A busca por cursos para desenvolver novas habilidades também foi percebida em Caxias do Sul. Seja pela perda do emprego ou para se manter na função, muitas pessoas passaram a procurar oportunidades de capacitação ao longo do último ano.
Integrante do Sistema S, o Senac (Serviço Nacional de Aprendizagem Comercial) viu a procura por formações aumentar 60% no primeiro trimestre deste ano em relação ao mesmo período do ano passado. A busca aumentou até mesmo na comparação com os três primeiros meses de 2019: 21%. A taxa de reversão, ou seja, de matrículas efetivas, é de 17%.
— Mesmo com o cenário não propício para o presencial e com as pessoas tendo de fazer escolhas financeiras, a gente percebeu uma maior procura — conta Priscila Brasil Figales, pedagoga do Senac.
Com tanta demanda, a escola precisou abrir turmas extras neste ano: cinco de gastronomia e quatro de informática básica. Os dois cursos, assim como os de idiomas e de desenvolvimento de sistemas, estão entre os mais acessados.
— Muitos procuram para mudança de vida, como cursos de gastronomia, porque viram ali uma possibilidade — acrescenta Priscila.
Os cursos do Senac são presenciais, mas chegaram a ser oferecidos de forma online no período em que a escola não abriu por causa do modelo de distanciamento.
NO SENAC
Primeiro trimestre de 2021:
- 60% foi o crescimento na procura por formações em comparação com igual período do ano passado.
- 21% foi o crescimento na comparação com o primeiro trimestre de 2019.

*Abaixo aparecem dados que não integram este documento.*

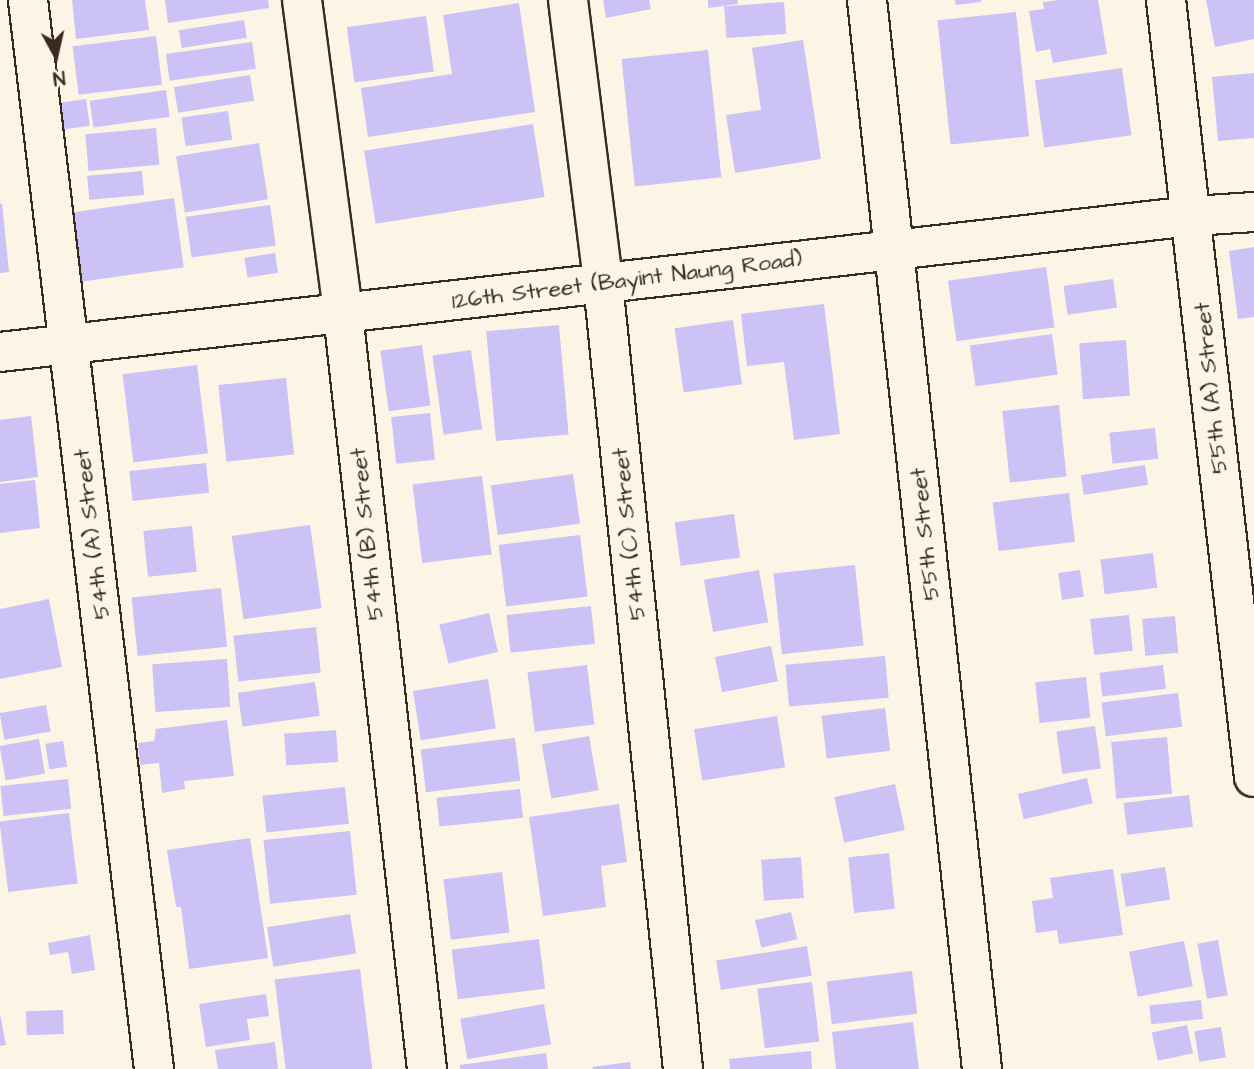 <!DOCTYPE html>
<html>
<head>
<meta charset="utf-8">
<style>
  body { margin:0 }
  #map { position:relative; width:1254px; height:1069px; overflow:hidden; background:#fcf5e5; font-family:"Architects Daughter",sans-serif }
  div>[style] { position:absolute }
  .building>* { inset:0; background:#ccc2f5; transform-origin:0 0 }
  .roads { filter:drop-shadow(2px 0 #3b2a1e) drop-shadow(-2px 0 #3b2a1e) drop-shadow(0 2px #3b2a1e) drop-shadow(0 -2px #3b2a1e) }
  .street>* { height:38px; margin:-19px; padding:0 19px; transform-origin:19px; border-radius:19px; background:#fcf5e5 }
  .secondary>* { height:38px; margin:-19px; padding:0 19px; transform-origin:19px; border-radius:19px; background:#fcf5e5 }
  span { translate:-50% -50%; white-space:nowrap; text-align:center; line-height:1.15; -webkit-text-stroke:6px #fcf5e5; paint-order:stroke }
  .street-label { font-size:23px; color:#3b2a1e }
  .north { position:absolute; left:21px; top:21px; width:70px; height:70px; -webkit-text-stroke:5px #fcf5e5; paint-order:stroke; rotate:172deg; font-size:19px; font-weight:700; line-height:28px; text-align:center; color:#3b2a1e }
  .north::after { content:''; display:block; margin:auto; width:24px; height:32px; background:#3b2a1e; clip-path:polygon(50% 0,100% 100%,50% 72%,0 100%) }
</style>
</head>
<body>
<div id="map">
  <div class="building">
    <div style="clip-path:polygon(72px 0,145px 0,149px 30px,76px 39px)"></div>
    <div style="clip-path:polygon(165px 0,268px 0,269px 8px,168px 23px)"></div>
    <div style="clip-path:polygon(603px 0,649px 0,651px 9px,606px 18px)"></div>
    <div style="clip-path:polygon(708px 0,737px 0,738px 4px,708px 8px)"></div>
    <div style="clip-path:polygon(955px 0,981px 0,981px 2px,956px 5px)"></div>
    <div style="clip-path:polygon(1059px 0,1098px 0,1107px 54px,1053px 63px,1050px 49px,1036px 52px,1029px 11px,1044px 9px,1043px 2px)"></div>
    <div style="clip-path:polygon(1206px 0,1254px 0,1254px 39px,1215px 47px)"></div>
    <div style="left:784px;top:2px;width:32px;height:60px;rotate:86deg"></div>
    <div style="clip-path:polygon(519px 3px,535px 112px,368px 137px,361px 88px,452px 74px,443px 15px)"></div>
    <div style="left:1016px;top:12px;width:125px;height:79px;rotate:84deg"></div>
    <div style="left:426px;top:16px;width:56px;height:80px;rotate:82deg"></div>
    <div style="left:244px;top:20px;width:18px;height:66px;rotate:81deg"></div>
    <div style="left:156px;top:36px;width:49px;height:84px;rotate:83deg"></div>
    <div style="clip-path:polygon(803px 40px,821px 159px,735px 173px,726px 115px,761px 110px,752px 48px)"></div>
    <div style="left:252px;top:42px;width:27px;height:87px;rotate:82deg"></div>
    <div style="left:708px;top:50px;width:128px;height:87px;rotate:84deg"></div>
    <div style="left:1122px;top:68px;width:68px;height:88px;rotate:82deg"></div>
    <div style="clip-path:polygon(1254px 73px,1254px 138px,1218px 141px,1212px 77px)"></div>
    <div style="left:250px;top:75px;width:26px;height:77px;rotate:81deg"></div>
    <div style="left:166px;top:90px;width:27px;height:77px;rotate:82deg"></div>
    <div style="left:86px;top:99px;width:27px;height:36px;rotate:82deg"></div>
    <div style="left:228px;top:111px;width:29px;height:47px;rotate:82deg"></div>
    <div style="left:533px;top:124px;width:74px;height:171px;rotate:81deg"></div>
    <div style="left:156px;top:128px;width:37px;height:71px;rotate:85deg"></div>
    <div style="left:259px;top:143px;width:57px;height:84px;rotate:81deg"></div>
    <div style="left:142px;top:171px;width:24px;height:55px;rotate:85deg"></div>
    <div style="left:174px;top:198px;width:70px;height:104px;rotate:82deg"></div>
    <div style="clip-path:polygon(2px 203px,9px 272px,0 273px,0 204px)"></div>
    <div style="left:270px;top:205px;width:41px;height:85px;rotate:82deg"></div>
    <div style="clip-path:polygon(1254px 247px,1254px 317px,1238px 319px,1229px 251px)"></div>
    <div style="left:275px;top:253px;width:20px;height:31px;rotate:81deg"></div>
    <div style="left:1046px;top:267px;width:61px;height:99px;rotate:82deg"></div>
    <div style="left:1113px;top:279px;width:29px;height:50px;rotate:82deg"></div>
    <div style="clip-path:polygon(824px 304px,840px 434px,794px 440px,784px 362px,747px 366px,741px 314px)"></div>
    <div style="left:733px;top:320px;width:65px;height:59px;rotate:82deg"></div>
    <div style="left:559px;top:325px;width:110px;height:73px;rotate:85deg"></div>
    <div style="left:1052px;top:334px;width:41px;height:83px;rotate:82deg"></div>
    <div style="left:1126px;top:340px;width:56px;height:47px;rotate:86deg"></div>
    <div style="left:422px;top:345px;width:61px;height:42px;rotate:82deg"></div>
    <div style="left:471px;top:350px;width:80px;height:39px;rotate:82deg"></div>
    <div style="left:197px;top:365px;width:89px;height:75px;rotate:83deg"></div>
    <div style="left:286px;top:378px;width:77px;height:68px;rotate:84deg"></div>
    <div style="left:1059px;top:405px;width:72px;height:57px;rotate:84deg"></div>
    <div style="left:430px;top:413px;width:47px;height:39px;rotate:84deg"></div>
    <div style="clip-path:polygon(31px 416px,38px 477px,0 482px,0 420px)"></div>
    <div style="left:1155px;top:428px;width:31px;height:46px;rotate:84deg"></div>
    <div style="left:206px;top:463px;width:30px;height:77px;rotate:84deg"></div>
    <div style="left:1145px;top:465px;width:20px;height:65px;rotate:81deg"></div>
    <div style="left:573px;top:474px;width:50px;height:83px;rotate:82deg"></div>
    <div style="left:482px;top:476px;width:79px;height:70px;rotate:83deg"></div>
    <div style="clip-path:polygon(35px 480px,40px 528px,0 533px,0 484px)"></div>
    <div style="left:1069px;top:493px;width:49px;height:77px;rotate:83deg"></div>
    <div style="left:734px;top:514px;width:44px;height:60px;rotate:82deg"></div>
    <div style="left:310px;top:525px;width:84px;height:79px;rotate:82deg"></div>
    <div style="left:192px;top:526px;width:46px;height:49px;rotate:84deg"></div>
    <div style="left:580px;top:535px;width:62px;height:82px;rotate:83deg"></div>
    <div style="left:1153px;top:553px;width:35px;height:53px;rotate:83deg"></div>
    <div style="left:855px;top:565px;width:81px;height:82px;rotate:84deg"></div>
    <div style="left:759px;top:570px;width:53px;height:56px;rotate:80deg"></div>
    <div style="left:1080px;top:570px;width:27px;height:22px;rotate:82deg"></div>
    <div style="left:221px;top:588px;width:59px;height:90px;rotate:84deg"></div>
    <div style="clip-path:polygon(49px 599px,62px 667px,0 679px,0 609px)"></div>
    <div style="left:591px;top:606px;width:38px;height:85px;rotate:84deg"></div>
    <div style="left:489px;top:613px;width:40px;height:51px;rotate:77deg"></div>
    <div style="left:1129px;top:615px;width:36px;height:39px;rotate:84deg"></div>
    <div style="left:1175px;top:616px;width:37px;height:33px;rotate:85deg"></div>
    <div style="left:316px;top:627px;width:46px;height:83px;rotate:84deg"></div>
    <div style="left:771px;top:646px;width:36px;height:57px;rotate:79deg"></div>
    <div style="left:885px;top:656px;width:42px;height:100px;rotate:85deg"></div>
    <div style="left:227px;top:659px;width:48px;height:75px;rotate:86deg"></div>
    <div style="left:587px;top:665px;width:60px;height:60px;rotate:83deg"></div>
    <div style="left:1163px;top:665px;width:24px;height:64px;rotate:83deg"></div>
    <div style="left:1086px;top:677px;width:41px;height:51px;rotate:84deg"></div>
    <div style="left:488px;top:679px;width:50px;height:76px;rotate:81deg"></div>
    <div style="left:315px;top:682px;width:34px;height:78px;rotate:82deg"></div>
    <div style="left:1178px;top:693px;width:34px;height:77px;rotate:83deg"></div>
    <div style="left:46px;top:705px;width:27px;height:47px;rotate:80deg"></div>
    <div style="left:885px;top:708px;width:43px;height:64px;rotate:83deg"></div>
    <div style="left:777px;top:716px;width:52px;height:84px;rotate:81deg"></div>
    <div style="clip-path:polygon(227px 720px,234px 776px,184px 781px,185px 789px,162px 793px,159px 763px,140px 765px,138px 743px,154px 741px,156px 729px)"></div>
    <div style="left:1095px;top:726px;width:43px;height:39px;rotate:82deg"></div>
    <div style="left:336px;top:730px;width:32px;height:52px;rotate:86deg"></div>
    <div style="left:589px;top:736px;width:55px;height:48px;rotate:80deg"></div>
    <div style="left:1167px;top:737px;width:57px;height:56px;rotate:85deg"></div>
    <div style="left:515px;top:738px;width:43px;height:95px;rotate:83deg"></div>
    <div style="left:39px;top:739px;width:35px;height:40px;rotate:80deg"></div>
    <div style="left:63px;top:741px;width:26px;height:18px;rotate:81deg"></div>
    <div style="left:1087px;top:778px;width:26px;height:71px;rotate:77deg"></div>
    <div style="left:68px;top:779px;width:30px;height:68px;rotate:84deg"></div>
    <div style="left:895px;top:784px;width:47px;height:62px;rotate:78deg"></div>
    <div style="left:345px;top:787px;width:37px;height:83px;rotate:84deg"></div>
    <div style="left:520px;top:789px;width:29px;height:84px;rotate:84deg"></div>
    <div style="left:1189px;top:795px;width:32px;height:66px;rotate:83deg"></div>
    <div style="clip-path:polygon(619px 804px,627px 862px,601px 866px,606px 907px,543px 916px,529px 817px)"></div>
    <div style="left:69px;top:813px;width:71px;height:70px;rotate:83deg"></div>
    <div style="left:350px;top:831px;width:64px;height:87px;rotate:84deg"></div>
    <div style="clip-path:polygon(250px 838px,268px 958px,189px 969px,181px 907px,176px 907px,167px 850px)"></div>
    <div style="left:889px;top:853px;width:56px;height:41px;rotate:84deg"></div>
    <div style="left:801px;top:857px;width:41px;height:40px;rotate:86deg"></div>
    <div style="left:1165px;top:867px;width:33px;height:45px;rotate:81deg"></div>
    <div style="clip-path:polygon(1113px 869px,1123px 935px,1059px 944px,1057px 930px,1036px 933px,1032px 901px,1053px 898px,1050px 878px)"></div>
    <div style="left:502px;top:872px;width:61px;height:59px;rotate:83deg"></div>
    <div style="left:791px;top:912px;width:28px;height:37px;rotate:77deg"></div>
    <div style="left:350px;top:914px;width:40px;height:84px;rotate:81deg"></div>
    <div style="clip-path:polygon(90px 935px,95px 970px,72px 974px,68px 952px,50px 955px,48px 943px)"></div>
    <div style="left:539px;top:939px;width:50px;height:88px;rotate:83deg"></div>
    <div style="left:1218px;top:940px;width:56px;height:21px;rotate:80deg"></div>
    <div style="left:1184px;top:941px;width:46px;height:56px;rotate:79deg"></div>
    <div style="left:807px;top:946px;width:30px;height:92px;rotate:81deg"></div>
    <div style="left:360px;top:969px;width:101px;height:86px;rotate:83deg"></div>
    <div style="left:912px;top:971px;width:43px;height:86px;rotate:83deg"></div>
    <div style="left:812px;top:982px;width:60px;height:55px;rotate:83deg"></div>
    <div style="clip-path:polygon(266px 994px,269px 1016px,247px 1019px,250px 1040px,206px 1047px,199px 1004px)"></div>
    <div style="left:1201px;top:1000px;width:19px;height:52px;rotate:84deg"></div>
    <div style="left:544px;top:1004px;width:41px;height:85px;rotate:80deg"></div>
    <div style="left:63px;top:1010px;width:24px;height:37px;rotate:88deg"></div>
    <div style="clip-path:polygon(0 1014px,6px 1045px,0 1046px)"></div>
    <div style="clip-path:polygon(913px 1022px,919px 1069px,836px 1069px,832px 1032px)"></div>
    <div style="left:1187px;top:1025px;width:29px;height:36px;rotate:78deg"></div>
    <div style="left:1221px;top:1027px;width:31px;height:27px;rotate:81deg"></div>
    <div style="clip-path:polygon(275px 1042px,278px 1069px,218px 1069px,215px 1050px)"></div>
    <div style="clip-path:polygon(811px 1051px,812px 1069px,730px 1069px,729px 1059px)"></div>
    <div style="clip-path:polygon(546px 1053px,548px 1069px,460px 1069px,460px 1065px)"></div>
    <div style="clip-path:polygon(630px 1062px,631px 1069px,593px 1069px,592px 1067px)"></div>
  </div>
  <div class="roads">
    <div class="street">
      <div style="left:28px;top:0;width:1076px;rotate:83.28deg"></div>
      <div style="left:302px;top:0;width:316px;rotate:82.5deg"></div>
      <div style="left:343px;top:313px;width:761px;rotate:83.66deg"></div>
      <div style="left:568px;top:0;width:285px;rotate:82.9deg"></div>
      <div style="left:603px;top:283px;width:790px;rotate:84.19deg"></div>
      <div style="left:867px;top:0;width:1075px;rotate:83.86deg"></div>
      <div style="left:1166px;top:0;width:782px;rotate:83.54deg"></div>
    </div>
    <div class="secondary">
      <div style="left:0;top:352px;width:1200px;rotate:-6.51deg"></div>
      <div style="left:1192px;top:216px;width:62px;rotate:-3.7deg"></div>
    </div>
  </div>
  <div class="street-label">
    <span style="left:627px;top:280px;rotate:-7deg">126th Street (Bayint Naung Road)</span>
    <span style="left:1211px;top:388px;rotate:-96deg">55th (A) Street</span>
    <span style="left:92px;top:534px;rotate:-97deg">54th (A) Street</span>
    <span style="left:367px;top:534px;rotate:-96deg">54th (B) Street</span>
    <span style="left:629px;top:534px;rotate:-96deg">54th (C) Street</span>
    <span style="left:925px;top:534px;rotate:-96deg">55th Street</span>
  </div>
  <div class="north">N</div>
</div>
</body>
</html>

Saúde, gastronomia e tecnologia são mais procurados
Cursos nas área de saúde, confeitaria e tecnologia são os mais procurado no Instituto Mix, em Caxias. A escola de formação profissional oferece mais de 200 opções e registrou nos últimos noves meses, somente nos cursos de saúde, um aumento de 63% na procura em relação ao período anterior.
— Em saúde, tem atendente de farmácia, análises clínicas, e entra também pet shop. As pessoas têm optado por ter animal de estimação e é um mercado em expansão — explica Vinicius Rubbo, gerente comercial do Instituto Mix.
Os de confeitaria foi pela rentabilidade. As pessoas deixaram de ir a restaurante e estão comprando mais para comer em casa.
VINICIUS RUBBO
Gerente comercial do Instituto Mix
— Os de confeitaria foi pela rentabilidade. As pessoas deixaram de ir a restaurante e estão comprando mais para comer em casa — complementa Rubbo. No caso dessa categoria, o crescimento no interesse foi de 54%.
Ainda conforme o gerente comercial, mulheres têm procurado mais os cursos de saúde e homens, os de tecnologia. Os cursos de confeitaria têm interesse de ambos os sexos.
Os cursos na área da beleza, que historicamente registram alta demanda, tiveram menor procura neste ano de pandemia, destaca Rubbo.
O Instituto Mix tem cerca de dois mil alunos na cidade.
INSTITUTO MIX
Nos últimos 9 meses:
- 63% foi o aumento na procura por cursos na área da saúde em relação ao período anterior.
- 54% foi o crescimento do interesse por cursos de confeitaria.